[Limb landmark coordinates]

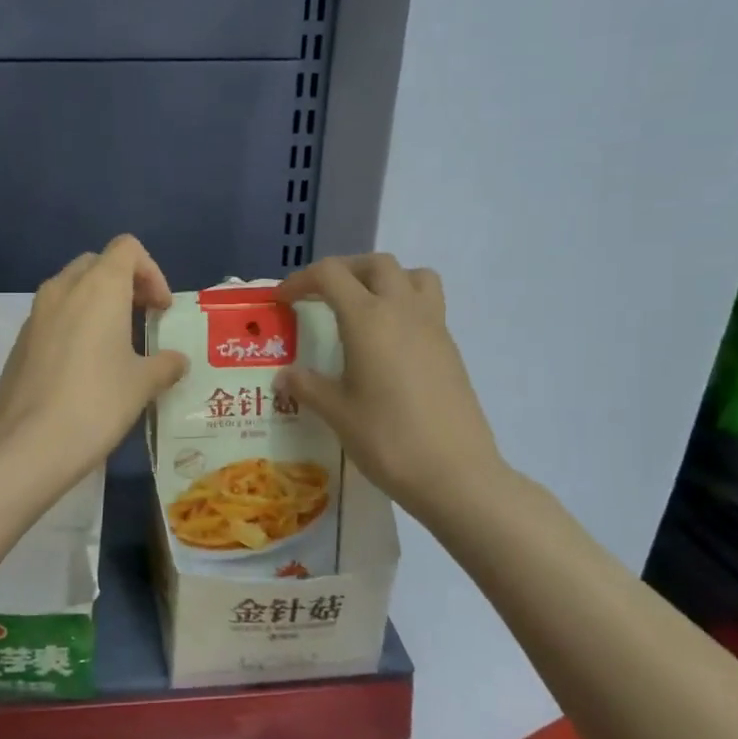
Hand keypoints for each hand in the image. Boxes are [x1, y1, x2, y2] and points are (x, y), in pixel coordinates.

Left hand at [0, 236, 189, 479]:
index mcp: (99, 287)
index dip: (151, 272)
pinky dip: (73, 324)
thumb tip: (177, 362)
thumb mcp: (142, 384)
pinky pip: (52, 316)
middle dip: (124, 284)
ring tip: (115, 344)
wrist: (28, 444)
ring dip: (96, 304)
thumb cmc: (97, 403)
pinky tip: (83, 367)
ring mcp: (35, 314)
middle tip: (142, 319)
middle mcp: (63, 289)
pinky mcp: (19, 341)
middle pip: (97, 263)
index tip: (161, 310)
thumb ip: (165, 365)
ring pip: (71, 289)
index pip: (127, 248)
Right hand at [274, 254, 509, 516]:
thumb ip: (308, 386)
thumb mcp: (337, 413)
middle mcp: (403, 311)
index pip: (331, 275)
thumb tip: (285, 376)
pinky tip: (386, 344)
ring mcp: (434, 327)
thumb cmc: (387, 440)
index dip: (301, 280)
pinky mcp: (449, 349)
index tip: (282, 301)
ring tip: (362, 308)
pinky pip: (427, 305)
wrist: (455, 474)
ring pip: (412, 276)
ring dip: (383, 279)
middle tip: (321, 296)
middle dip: (343, 271)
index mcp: (368, 319)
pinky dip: (403, 305)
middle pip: (375, 264)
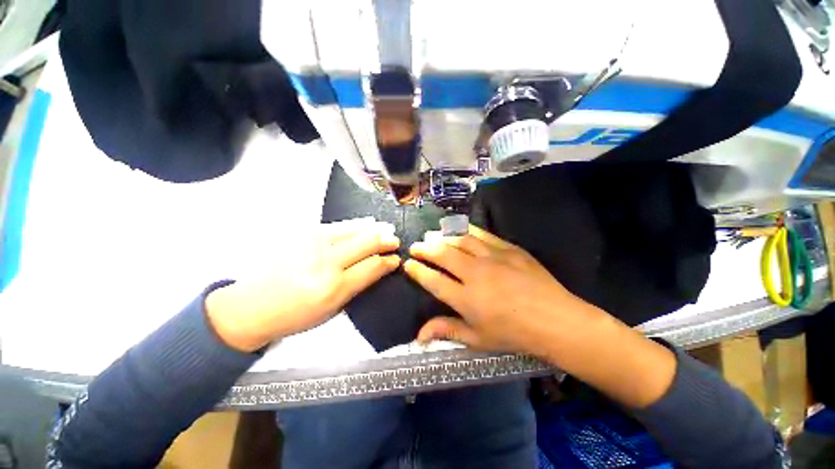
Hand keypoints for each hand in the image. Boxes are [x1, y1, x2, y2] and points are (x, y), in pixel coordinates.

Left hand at [205, 218, 400, 351]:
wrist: (252, 305)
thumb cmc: (295, 314)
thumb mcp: (333, 309)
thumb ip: (359, 285)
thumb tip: (379, 267)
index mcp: (334, 286)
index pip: (373, 266)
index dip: (389, 261)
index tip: (397, 259)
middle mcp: (326, 261)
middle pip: (367, 242)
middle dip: (386, 240)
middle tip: (395, 241)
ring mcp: (313, 242)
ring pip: (354, 229)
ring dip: (374, 229)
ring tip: (386, 229)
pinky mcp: (303, 232)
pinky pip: (339, 226)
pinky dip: (356, 225)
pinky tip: (365, 224)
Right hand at [404, 225, 597, 355]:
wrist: (556, 320)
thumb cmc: (514, 334)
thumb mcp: (478, 339)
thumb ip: (447, 331)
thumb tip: (418, 337)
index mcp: (466, 298)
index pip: (433, 280)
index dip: (417, 271)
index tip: (408, 264)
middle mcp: (475, 274)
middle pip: (442, 254)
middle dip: (424, 248)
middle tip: (415, 246)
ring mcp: (493, 257)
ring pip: (460, 240)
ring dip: (442, 236)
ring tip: (431, 234)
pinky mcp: (508, 248)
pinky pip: (482, 234)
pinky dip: (466, 230)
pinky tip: (458, 228)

▶ [What you should do]:
Start at the line that contains "middle pip: (375, 264)" and retype every line through the end of the entries above, both ends included. Exclude all pictures.

▶ [Output below]:
middle pip: (375, 264)
Hand keypoints for each hand in the image. Boxes are [x1, y1, x2, y2] and points are (x, y), in pixel coordinates.

Left hand at [205, 218, 400, 351]:
wrist: (252, 305)
thumb cmc: (295, 314)
thumb mcp: (333, 309)
thumb ip: (359, 285)
thumb tip: (379, 267)
index mcp: (334, 286)
index pip: (373, 266)
index dip: (389, 261)
index tip: (397, 259)
middle mcp: (326, 261)
middle pip: (367, 242)
middle dip: (386, 240)
middle tip: (395, 241)
ring mcp: (313, 242)
ring pip: (354, 229)
ring dip: (374, 229)
ring tip: (386, 229)
pinky mcp: (303, 232)
pinky pip: (339, 226)
pinky dip: (356, 225)
pinky tip: (365, 224)
Right hand at [404, 225, 597, 355]:
wrist: (556, 320)
thumb cmc: (514, 334)
thumb mcp: (478, 339)
thumb ip: (447, 331)
thumb tip: (418, 337)
index mcp: (466, 298)
index pip: (433, 280)
index dip: (417, 271)
index tip: (408, 264)
middle mcp: (475, 274)
middle pip: (442, 254)
middle dip: (424, 248)
middle tip: (415, 246)
ring mcp: (493, 257)
ring pip: (460, 240)
ring dip: (442, 236)
ring tip: (431, 234)
pinky mcp: (508, 248)
pinky pip: (482, 234)
pinky dip: (466, 230)
pinky tip: (458, 228)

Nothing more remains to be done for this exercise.